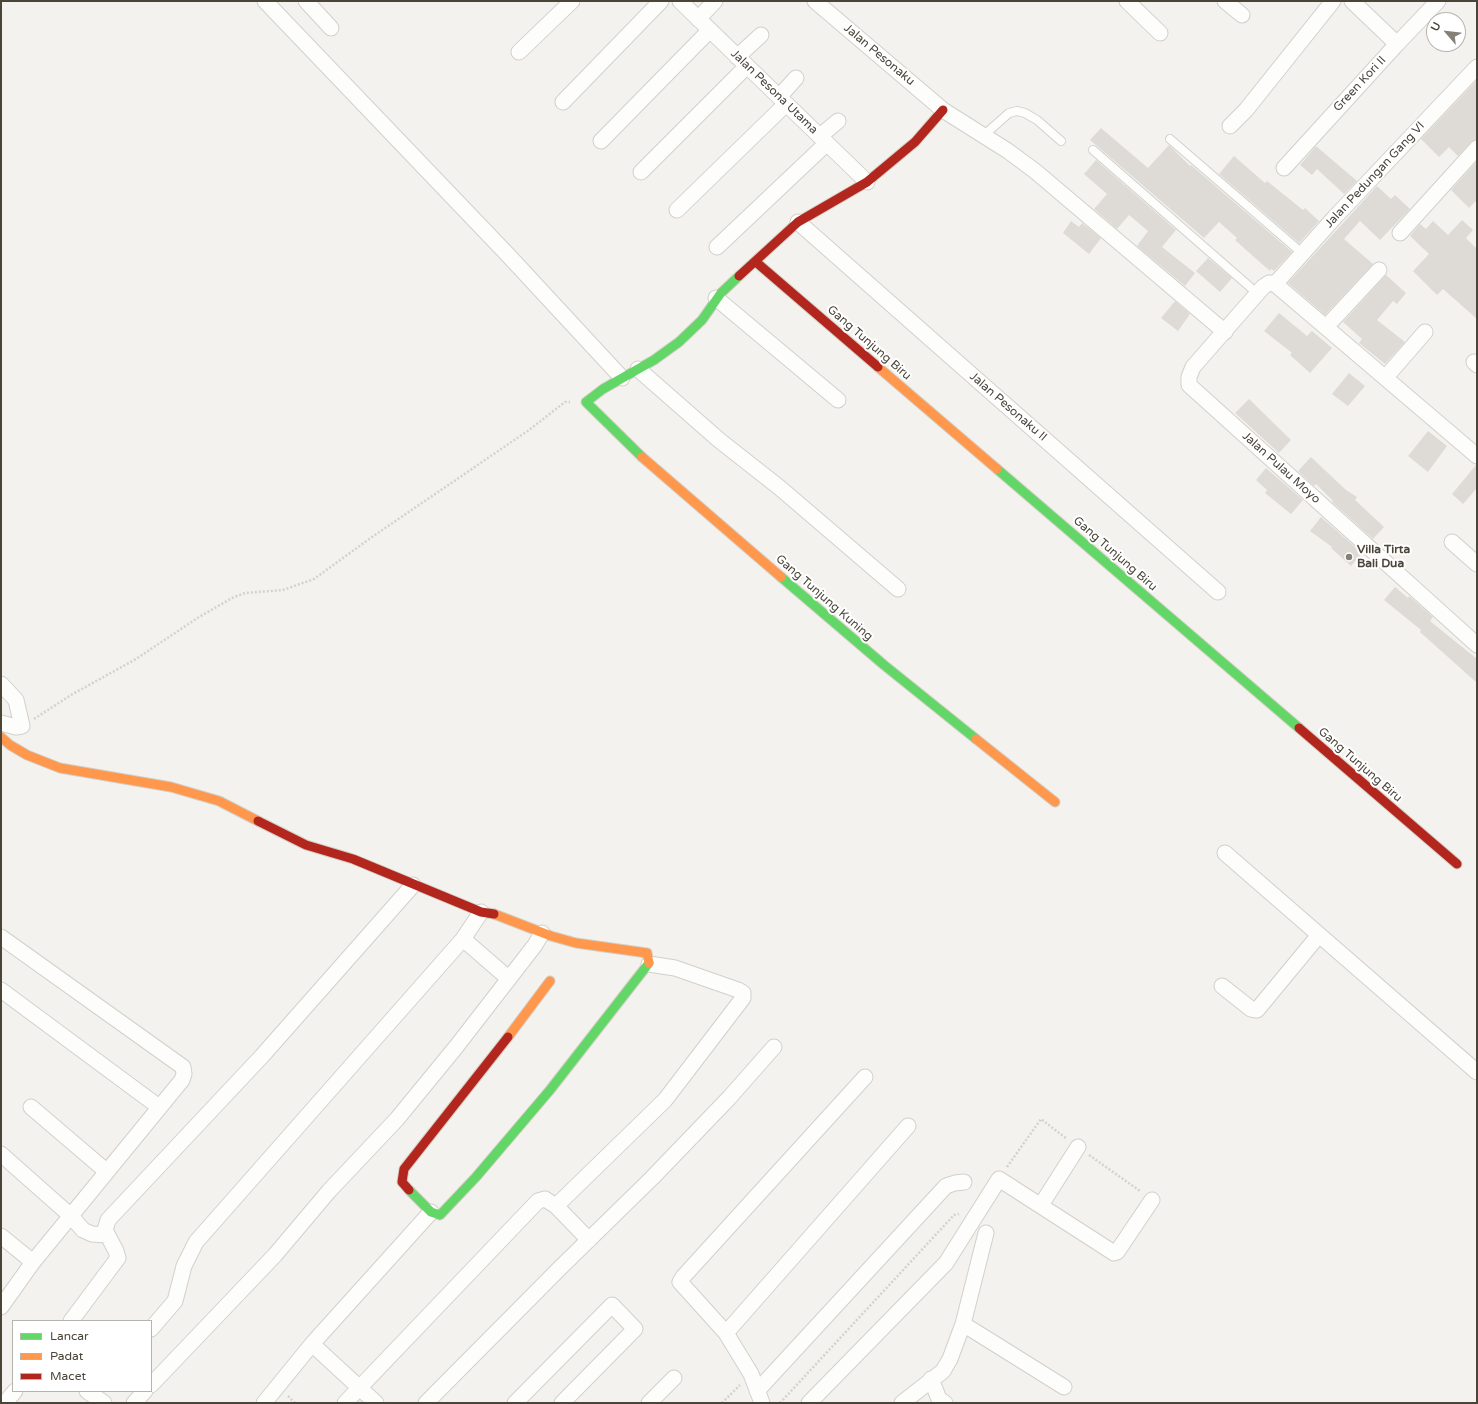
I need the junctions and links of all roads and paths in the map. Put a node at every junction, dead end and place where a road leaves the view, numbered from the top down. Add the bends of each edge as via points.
1 (265, 1) edge
2 (306, 1) edge
3 (572, 1) edge
4 (661, 1) edge
5 (680, 1) edge
6 (715, 1) edge
7 (815, 1) edge
8 (1127, 1) edge
9 (1225, 1) edge
10 (1333, 1) edge
11 (1352, 1) edge
12 (1438, 1) edge
13 (1242, 15) dead end
14 (698, 19) junction
15 (331, 28) dead end
16 (710, 30) junction
17 (1160, 33) dead end
18 (761, 35) dead end
19 (1397, 44) junction
20 (519, 52) dead end
21 (742, 61) junction
22 (1477, 67) edge
23 (796, 78) dead end
24 (783, 100) junction
25 (563, 102) dead end
26 (943, 110) junction
27 (838, 121) dead end
28 (1230, 126) dead end
29 (984, 136) junction
30 (823, 139) junction
31 (1170, 139) dead end
32 (601, 141) dead end
33 (1062, 141) dead end
34 (1477, 148) edge
35 (1093, 150) dead end
36 (1284, 168) dead end
37 (641, 172) dead end
38 (867, 182) junction
39 (677, 210) dead end
40 (798, 222) junction
41 (1400, 233) dead end
42 (717, 246) dead end
43 (1302, 253) junction
44 (756, 262) junction
45 (1379, 270) dead end
46 (1275, 284) junction
47 (1258, 294) junction
48 (716, 298) junction
49 (1326, 327) junction
50 (1224, 332) junction
51 (1425, 332) dead end
52 (638, 369) junction
53 (1386, 377) junction
54 (622, 378) junction
55 (838, 400) dead end
56 (586, 402) junction
57 (1477, 456) edge
58 (1452, 542) dead end
59 (1477, 564) edge
60 (898, 590) dead end
61 (1218, 592) dead end
62 (1477, 645) edge
63 (1, 684) edge
64 (1, 723) edge
65 (22, 726) junction
66 (1, 737) edge
67 (1055, 802) dead end
68 (1225, 853) dead end
69 (1457, 864) dead end
70 (413, 885) junction
71 (481, 912) junction
72 (542, 933) junction
73 (1319, 935) junction
74 (1, 937) edge
75 (463, 939) junction
76 (650, 964) junction
77 (508, 978) junction
78 (550, 981) dead end
79 (1222, 986) dead end
80 (1, 990) edge
81 (774, 1047) dead end
82 (1477, 1072) edge
83 (865, 1077) dead end
84 (31, 1107) dead end
85 (159, 1107) junction
86 (908, 1126) dead end
87 (1078, 1147) dead end
88 (1, 1154) edge
89 (106, 1171) junction
90 (964, 1182) dead end
91 (1152, 1200) dead end
92 (1041, 1205) junction
93 (556, 1206) junction
94 (979, 1209) junction
95 (430, 1212) junction
96 (71, 1216) junction
97 (986, 1233) dead end
98 (107, 1235) junction
99 (1, 1236) edge
100 (589, 1240) junction
101 (33, 1262) junction
102 (1, 1307) edge
103 (72, 1320) edge
104 (963, 1324) junction
105 (152, 1328) edge
106 (726, 1333) junction
107 (312, 1344) junction
108 (750, 1374) junction
109 (674, 1378) dead end
110 (931, 1379) junction
111 (152, 1384) edge
112 (1064, 1386) dead end
113 (360, 1388) junction
114 (14, 1392) edge
115 (144, 1392) edge
116 (759, 1397) edge
117 (940, 1402) edge
118 (5, 1403) edge
119 (134, 1403) edge
120 (264, 1403) edge
121 (345, 1403) edge
122 (376, 1403) edge
123 (426, 1403) edge
124 (515, 1403) edge
125 (562, 1403) edge
126 (649, 1403) edge
127 (722, 1403) edge
128 (780, 1403) edge
129 (809, 1403) edge
130 (902, 1403) edge

1 - 54 street
2 - 15 street
3 - 20 street
4 - 25 street
5 - 14 street, Jalan Pesona Utama
6 - 14 street
7 - 26 street, Jalan Pesonaku
8 - 17 street
9 - 13 street
10 - 28 street via 1246,110
11 - 19 street
12 - 19 street, Green Kori II
14 - 16 street, Jalan Pesona Utama
16 - 21 street, Jalan Pesona Utama
16 - 32 street
18 - 21 street
19 - 36 street, Green Kori II
21 - 24 street, Jalan Pesona Utama
21 - 37 street
22 - 43 street, Jalan Pedungan Gang VI
23 - 24 street
24 - 30 street, Jalan Pesona Utama
24 - 39 street
26 - 29 street, Jalan Pesonaku
26 - 38 street via 915,142
27 - 30 street
29 - 33 lane via 1009,113 1017,111 1036,120
29 - 50 street, Jalan Pesonaku via 1035,171
30 - 38 street, Jalan Pesona Utama
30 - 42 street
31 - 43 lane
34 - 41 street
35 - 47 lane
38 - 40 street
40 - 44 street
40 - 61 street, Jalan Pesonaku II
43 - 46 street, Jalan Pedungan Gang VI
44 - 48 street
44 - 69 street, Gang Tunjung Biru
45 - 49 street
46 - 47 street, Jalan Pulau Moyo via 1269,283
46 - 49 street
47 - 50 street, Jalan Pulau Moyo
48 - 52 street via 692,330 654,360
48 - 55 street
49 - 53 street
50 - 62 street, Jalan Pulau Moyo via 1191,370 1188,381 1192,389
51 - 53 street
52 - 54 street
52 - 60 street
53 - 57 street
54 - 56 street
56 - 65 path via 565,402 529,430 314,579 283,590 234,596 136,659
56 - 67 street, Gang Tunjung Kuning via 636,452 878,659
58 - 59 street
63 - 65 street via 16,700
64 - 65 street
66 - 70 street via 27,754 60,768 171,787 219,801 306,845 358,862
68 - 73 street
70 - 71 street
70 - 98 street via 262,1056 108,1220 105,1230
71 - 72 street via 493,913
71 - 75 street
72 - 76 street via 576,943 647,953
72 - 77 street
73 - 79 street via 1258,1010 1251,1010
73 - 82 street
74 - 85 street via 183,1068 182,1080
75 - 77 street
75 - 105 street via 196,1242 184,1266 175,1301
76 - 93 street via 675,968 738,990 743,994 743,998 665,1100
76 - 95 street via 550,1090 476,1177 440,1215
77 - 111 street via 397,1119 329,1191 274,1255
78 - 95 street via 404,1169 402,1182
80 - 85 street
81 - 100 street via 729,1098
83 - 106 street via 680,1282
84 - 89 street
85 - 89 street
86 - 106 street
87 - 92 street
88 - 96 street
89 - 96 street
90 - 116 street via 946,1186
91 - 92 street via 1114,1253
92 - 94 street via 999,1179
93 - 100 street
93 - 113 street via 545,1200 538,1201
94 - 128 path via 954,1215
94 - 129 street via 946,1263
95 - 107 street
96 - 98 street via 83,1230 92,1234
96 - 101 street
97 - 104 street
98 - 103 street via 118,1258
99 - 101 street
100 - 123 street
101 - 102 street
104 - 110 street via 947,1365
104 - 112 street
106 - 108 street
107 - 113 street
107 - 120 street
108 - 116 street
108 - 127 path
109 - 126 street
110 - 117 street
110 - 130 street
113 - 121 street
113 - 122 street
114 - 118 street
115 - 119 street
124 - 125 street via 612,1305 635,1329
··········
What the task asks - If a line in the records contains "Tunjung", report it.

Expected output -
44 - 69 street, Gang Tunjung Biru
56 - 67 street, Gang Tunjung Kuning via 636,452 878,659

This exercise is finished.